Banks Spend N950m to Secure Networks against Cyber-Attacks
Majority of the money were spent on the certification of Payment Card Industry Data Security Standards (PCI DSS) version 3.1, the latest security measure aimed at waging off hackers from networks.
PCIDSS is a framework for ensuring that critical information assets are protected from unauthorized access, use, disclosure, disruption, modification, perusal, inspection, recording or destruction.
Nigeria CommunicationsWeek investigations revealed that each of the 19 banks spends some N50 million in implementing all controls needed for certification of PCIDSS inclusive of consulting fee.
It would be recalled that CBN had directed all deposit money banks, Switches and Processors to be PCIDSS certified, on or before November 30, 2014. While the version 3.1 is an upgrade to the existing implemented standard and was released in January this year.

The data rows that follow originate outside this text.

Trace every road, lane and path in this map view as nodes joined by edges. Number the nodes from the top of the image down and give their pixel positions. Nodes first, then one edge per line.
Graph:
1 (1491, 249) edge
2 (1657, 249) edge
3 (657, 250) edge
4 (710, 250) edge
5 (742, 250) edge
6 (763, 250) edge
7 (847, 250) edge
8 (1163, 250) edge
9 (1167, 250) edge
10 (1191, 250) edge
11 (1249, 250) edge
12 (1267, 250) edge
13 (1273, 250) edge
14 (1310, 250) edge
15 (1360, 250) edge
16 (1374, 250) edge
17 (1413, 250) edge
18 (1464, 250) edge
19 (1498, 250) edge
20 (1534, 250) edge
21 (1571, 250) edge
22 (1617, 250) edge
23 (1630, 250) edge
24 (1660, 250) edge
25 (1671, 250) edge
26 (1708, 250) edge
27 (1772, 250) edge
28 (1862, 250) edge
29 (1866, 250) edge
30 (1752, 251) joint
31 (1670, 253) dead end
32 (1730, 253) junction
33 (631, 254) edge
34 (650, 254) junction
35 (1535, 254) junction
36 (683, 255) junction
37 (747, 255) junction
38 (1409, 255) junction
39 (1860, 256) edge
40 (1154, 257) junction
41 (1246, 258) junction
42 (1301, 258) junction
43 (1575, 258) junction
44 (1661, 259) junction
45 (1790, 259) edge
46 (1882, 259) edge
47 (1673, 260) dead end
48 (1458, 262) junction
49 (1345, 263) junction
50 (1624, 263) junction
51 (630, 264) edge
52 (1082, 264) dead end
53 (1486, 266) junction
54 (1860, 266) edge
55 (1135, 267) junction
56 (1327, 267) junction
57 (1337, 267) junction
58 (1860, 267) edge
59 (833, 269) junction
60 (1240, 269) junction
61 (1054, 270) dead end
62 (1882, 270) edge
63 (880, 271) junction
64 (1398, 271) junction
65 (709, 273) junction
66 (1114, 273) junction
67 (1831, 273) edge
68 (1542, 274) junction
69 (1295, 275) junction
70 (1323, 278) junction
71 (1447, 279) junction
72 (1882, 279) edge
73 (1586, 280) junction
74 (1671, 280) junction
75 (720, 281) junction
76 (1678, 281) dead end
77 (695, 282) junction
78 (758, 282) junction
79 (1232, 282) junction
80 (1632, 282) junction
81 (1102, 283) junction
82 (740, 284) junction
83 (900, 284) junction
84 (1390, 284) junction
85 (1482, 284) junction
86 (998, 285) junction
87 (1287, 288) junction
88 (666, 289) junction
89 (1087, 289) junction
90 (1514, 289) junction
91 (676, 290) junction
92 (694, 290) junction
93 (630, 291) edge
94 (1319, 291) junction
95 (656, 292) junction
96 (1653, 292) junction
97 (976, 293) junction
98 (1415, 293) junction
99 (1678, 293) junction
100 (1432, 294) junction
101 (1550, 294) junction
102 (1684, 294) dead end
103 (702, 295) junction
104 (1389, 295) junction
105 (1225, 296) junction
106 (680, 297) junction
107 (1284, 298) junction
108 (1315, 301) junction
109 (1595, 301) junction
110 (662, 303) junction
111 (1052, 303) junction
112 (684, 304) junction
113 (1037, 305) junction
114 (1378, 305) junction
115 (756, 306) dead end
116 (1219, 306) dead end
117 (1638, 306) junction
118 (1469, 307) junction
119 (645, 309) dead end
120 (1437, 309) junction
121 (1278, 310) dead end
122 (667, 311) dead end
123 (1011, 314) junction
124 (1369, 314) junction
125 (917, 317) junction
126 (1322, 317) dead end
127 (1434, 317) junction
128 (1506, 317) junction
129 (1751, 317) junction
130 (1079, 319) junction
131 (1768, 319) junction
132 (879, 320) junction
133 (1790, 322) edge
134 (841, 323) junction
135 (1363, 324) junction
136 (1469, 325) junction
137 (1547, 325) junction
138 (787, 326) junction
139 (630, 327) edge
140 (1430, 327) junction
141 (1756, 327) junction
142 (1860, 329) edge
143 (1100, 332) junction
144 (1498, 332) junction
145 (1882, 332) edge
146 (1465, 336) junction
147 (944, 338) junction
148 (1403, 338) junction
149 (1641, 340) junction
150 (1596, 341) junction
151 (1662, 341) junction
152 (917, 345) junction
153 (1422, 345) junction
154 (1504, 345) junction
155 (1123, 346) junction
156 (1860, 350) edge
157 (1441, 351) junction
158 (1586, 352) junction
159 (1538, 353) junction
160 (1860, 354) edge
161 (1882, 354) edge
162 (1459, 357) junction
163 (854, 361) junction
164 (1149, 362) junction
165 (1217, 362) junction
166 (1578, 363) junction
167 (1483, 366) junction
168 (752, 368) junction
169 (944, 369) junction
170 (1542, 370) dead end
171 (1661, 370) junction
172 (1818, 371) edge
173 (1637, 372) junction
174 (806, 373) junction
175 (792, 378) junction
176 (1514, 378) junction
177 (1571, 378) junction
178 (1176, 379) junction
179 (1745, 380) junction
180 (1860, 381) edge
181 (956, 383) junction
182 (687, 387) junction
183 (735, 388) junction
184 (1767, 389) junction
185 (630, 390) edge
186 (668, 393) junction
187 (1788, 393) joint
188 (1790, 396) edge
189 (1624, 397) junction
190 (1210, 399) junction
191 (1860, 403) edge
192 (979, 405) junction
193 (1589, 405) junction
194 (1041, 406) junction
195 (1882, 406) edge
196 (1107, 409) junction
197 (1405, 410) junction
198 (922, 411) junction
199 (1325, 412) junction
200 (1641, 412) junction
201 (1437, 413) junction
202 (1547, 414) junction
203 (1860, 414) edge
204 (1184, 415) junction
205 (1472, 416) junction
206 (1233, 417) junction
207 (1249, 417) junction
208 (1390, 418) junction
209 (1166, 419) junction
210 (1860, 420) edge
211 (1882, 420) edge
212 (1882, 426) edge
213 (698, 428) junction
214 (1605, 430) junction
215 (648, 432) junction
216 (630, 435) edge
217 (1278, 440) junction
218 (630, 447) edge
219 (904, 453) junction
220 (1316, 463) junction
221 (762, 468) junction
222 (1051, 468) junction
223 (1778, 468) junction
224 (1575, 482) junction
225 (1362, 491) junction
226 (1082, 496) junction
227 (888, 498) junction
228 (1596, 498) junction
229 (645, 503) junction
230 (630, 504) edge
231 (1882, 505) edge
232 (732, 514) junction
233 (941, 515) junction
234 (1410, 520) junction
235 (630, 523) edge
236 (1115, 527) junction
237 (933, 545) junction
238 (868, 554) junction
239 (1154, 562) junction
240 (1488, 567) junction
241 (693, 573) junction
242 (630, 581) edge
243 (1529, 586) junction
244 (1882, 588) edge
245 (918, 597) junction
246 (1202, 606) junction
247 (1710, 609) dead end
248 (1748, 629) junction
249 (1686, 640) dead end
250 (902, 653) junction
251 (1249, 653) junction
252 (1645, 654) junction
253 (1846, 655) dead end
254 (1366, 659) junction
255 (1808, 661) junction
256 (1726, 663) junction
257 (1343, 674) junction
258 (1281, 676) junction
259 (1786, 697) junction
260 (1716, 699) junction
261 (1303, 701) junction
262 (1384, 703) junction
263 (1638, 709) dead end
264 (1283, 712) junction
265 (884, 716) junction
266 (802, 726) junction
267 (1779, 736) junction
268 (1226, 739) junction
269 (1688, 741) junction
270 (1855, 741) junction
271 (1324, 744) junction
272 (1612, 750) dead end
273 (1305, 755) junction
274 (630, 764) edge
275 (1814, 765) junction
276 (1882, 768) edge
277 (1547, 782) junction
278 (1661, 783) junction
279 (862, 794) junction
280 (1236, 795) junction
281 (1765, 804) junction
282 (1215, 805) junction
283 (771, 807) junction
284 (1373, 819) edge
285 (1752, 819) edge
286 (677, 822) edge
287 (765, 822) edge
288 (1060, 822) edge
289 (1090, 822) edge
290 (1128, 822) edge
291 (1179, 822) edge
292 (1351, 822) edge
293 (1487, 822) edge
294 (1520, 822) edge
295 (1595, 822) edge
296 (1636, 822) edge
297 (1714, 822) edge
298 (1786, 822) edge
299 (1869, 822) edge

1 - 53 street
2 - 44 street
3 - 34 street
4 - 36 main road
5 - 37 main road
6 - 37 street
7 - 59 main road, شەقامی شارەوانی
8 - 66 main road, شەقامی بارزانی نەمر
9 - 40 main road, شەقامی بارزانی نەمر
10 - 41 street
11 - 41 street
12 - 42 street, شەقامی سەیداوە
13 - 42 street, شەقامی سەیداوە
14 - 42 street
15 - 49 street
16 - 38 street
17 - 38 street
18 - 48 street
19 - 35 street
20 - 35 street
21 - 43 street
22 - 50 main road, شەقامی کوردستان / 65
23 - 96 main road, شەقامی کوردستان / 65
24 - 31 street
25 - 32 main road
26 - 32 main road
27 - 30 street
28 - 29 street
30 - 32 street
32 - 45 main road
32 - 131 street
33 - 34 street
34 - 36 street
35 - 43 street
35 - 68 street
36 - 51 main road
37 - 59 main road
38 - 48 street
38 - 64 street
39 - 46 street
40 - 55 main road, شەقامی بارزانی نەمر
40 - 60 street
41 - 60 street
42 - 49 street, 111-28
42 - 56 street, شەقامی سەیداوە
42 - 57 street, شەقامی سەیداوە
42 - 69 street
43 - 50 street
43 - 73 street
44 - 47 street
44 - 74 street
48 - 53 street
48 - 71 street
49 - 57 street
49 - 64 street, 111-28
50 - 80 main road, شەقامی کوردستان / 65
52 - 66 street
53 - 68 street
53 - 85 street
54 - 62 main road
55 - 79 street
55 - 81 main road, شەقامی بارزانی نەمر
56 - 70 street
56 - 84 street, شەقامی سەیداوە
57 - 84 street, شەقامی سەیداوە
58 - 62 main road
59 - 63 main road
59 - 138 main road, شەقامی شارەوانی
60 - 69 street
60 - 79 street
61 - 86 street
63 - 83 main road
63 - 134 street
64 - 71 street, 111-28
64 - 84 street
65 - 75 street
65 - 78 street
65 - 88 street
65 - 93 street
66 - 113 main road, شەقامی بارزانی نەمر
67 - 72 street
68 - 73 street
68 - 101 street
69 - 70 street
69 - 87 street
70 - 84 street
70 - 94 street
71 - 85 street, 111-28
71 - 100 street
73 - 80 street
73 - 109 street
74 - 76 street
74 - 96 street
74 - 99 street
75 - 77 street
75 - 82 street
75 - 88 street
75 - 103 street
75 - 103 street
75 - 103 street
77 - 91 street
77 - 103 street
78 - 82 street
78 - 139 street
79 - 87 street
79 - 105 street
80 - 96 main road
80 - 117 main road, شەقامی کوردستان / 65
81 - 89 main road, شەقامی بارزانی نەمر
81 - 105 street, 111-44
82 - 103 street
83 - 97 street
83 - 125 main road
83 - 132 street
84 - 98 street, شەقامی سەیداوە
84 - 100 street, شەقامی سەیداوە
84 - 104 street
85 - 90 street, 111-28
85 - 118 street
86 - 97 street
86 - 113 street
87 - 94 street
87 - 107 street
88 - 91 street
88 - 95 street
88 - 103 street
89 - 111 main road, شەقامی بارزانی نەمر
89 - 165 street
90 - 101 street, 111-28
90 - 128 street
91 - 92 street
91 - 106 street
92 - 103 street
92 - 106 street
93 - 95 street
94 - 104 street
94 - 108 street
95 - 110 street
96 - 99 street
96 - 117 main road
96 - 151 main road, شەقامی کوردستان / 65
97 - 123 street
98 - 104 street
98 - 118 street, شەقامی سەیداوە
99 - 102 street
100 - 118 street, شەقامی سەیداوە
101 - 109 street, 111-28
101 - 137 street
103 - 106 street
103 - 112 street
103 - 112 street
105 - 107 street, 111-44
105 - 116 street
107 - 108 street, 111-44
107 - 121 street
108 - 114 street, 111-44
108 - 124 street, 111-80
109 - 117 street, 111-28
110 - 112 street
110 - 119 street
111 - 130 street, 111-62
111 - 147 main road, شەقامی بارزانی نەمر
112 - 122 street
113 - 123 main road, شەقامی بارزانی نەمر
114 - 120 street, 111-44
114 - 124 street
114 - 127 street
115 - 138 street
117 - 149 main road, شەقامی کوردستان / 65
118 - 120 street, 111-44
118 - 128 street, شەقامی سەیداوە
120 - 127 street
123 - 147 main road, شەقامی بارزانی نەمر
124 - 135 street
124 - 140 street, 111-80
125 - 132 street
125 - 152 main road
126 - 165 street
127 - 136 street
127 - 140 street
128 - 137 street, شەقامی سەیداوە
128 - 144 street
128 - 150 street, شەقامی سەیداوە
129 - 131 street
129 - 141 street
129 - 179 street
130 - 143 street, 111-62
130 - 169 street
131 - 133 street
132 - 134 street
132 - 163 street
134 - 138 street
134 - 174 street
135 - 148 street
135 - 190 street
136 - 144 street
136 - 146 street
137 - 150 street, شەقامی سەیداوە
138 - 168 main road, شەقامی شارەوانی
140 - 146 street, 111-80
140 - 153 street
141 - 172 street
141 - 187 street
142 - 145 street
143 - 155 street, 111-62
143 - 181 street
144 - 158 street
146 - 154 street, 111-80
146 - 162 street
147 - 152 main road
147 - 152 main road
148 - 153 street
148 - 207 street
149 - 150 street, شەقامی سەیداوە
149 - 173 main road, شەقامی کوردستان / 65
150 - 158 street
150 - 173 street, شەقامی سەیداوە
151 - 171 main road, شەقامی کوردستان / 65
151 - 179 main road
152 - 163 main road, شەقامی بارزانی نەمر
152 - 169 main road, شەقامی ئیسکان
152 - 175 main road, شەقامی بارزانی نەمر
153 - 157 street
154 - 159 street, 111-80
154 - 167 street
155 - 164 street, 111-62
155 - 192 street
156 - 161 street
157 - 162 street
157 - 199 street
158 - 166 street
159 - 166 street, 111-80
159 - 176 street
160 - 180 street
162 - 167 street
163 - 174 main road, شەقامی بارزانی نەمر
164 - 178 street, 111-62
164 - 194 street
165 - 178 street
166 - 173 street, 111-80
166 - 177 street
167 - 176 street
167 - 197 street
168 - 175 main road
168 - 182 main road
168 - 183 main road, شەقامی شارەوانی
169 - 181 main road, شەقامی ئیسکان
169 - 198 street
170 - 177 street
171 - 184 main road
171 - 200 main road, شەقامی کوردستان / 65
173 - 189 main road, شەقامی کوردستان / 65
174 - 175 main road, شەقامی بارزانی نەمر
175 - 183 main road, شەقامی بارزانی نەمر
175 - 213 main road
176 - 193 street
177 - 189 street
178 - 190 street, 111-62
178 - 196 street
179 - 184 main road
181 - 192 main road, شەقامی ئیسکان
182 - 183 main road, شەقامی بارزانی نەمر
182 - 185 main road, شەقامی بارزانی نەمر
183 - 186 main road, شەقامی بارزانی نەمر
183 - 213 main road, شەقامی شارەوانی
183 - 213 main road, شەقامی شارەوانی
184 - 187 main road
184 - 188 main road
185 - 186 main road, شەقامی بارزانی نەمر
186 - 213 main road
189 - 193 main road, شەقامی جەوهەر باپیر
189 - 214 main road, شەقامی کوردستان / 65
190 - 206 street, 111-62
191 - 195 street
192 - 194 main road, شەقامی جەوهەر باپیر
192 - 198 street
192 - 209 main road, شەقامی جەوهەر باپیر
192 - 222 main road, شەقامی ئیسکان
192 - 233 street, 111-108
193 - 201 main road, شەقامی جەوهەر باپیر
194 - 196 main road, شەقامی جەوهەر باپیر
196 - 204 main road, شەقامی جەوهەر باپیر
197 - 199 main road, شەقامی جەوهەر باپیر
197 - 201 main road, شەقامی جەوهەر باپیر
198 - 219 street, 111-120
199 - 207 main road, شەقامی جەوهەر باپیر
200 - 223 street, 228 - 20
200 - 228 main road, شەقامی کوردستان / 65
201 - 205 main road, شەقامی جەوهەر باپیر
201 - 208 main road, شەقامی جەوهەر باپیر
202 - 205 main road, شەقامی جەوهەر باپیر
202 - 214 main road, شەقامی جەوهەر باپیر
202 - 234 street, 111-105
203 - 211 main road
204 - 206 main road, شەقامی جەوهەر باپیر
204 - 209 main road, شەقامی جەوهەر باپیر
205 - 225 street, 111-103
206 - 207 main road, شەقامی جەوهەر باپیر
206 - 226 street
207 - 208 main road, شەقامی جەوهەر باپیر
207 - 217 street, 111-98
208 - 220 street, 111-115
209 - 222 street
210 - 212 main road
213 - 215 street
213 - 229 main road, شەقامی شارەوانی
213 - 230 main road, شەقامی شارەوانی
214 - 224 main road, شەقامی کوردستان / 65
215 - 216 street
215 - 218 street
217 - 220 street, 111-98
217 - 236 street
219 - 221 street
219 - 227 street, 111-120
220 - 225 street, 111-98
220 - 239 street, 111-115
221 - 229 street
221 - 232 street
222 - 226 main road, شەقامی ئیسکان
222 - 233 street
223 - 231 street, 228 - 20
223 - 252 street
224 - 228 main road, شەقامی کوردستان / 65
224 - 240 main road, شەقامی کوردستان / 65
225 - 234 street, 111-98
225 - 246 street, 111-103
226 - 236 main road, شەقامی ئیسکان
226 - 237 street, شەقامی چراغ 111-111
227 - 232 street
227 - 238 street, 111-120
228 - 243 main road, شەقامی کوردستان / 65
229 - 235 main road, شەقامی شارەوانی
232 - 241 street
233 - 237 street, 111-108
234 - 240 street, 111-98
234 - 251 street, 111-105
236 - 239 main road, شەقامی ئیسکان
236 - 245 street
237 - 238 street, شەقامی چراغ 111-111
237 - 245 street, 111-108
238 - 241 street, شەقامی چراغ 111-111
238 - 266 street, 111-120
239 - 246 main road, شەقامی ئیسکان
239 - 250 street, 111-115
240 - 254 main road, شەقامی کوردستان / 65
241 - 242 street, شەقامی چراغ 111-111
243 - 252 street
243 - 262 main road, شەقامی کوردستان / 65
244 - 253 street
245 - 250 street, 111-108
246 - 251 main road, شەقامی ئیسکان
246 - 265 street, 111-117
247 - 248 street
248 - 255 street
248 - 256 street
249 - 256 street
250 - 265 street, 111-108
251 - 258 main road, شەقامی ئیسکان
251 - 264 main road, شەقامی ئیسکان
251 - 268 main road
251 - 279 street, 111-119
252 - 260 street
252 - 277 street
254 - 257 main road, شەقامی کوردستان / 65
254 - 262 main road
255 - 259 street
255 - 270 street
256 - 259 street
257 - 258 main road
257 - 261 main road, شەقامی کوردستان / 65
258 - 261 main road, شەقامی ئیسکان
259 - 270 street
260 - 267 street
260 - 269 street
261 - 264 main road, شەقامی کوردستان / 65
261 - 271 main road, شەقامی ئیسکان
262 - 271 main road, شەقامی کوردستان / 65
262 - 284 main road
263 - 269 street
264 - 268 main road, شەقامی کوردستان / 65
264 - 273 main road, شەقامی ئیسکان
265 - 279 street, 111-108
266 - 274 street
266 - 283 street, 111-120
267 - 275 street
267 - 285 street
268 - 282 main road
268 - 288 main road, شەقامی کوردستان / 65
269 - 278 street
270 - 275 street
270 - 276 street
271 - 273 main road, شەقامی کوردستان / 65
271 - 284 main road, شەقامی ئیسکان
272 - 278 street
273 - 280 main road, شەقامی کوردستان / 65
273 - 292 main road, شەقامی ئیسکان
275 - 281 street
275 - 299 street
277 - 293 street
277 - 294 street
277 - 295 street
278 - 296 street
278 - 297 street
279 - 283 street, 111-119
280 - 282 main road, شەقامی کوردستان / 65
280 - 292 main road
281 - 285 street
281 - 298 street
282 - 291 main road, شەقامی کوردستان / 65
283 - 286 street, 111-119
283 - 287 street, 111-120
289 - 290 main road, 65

Oluseyi Akindeinde, chief technical officer, Digital Encode, a company that assist banks and other organisations to achieve PCI DSS certification, said though there is no deadline by CBN to Banks on this version, but it is mandatory for banks to upgrade to this version as a security measure to protect their customers against external fraud. He added that, PCI DSS Version 3.1 is just an update to the already existing PCI DSS version 3.0. He added that as at today all banks are now PCIDSS certified.
“It was brought about by the ever evolving and changing sphere of information security. It has updated a few of the objectives and added new controls in line with the current landscape of payment systems threats and risks. There are quite a number of advantages. One is that it makes application security testing a very key component of the overall process.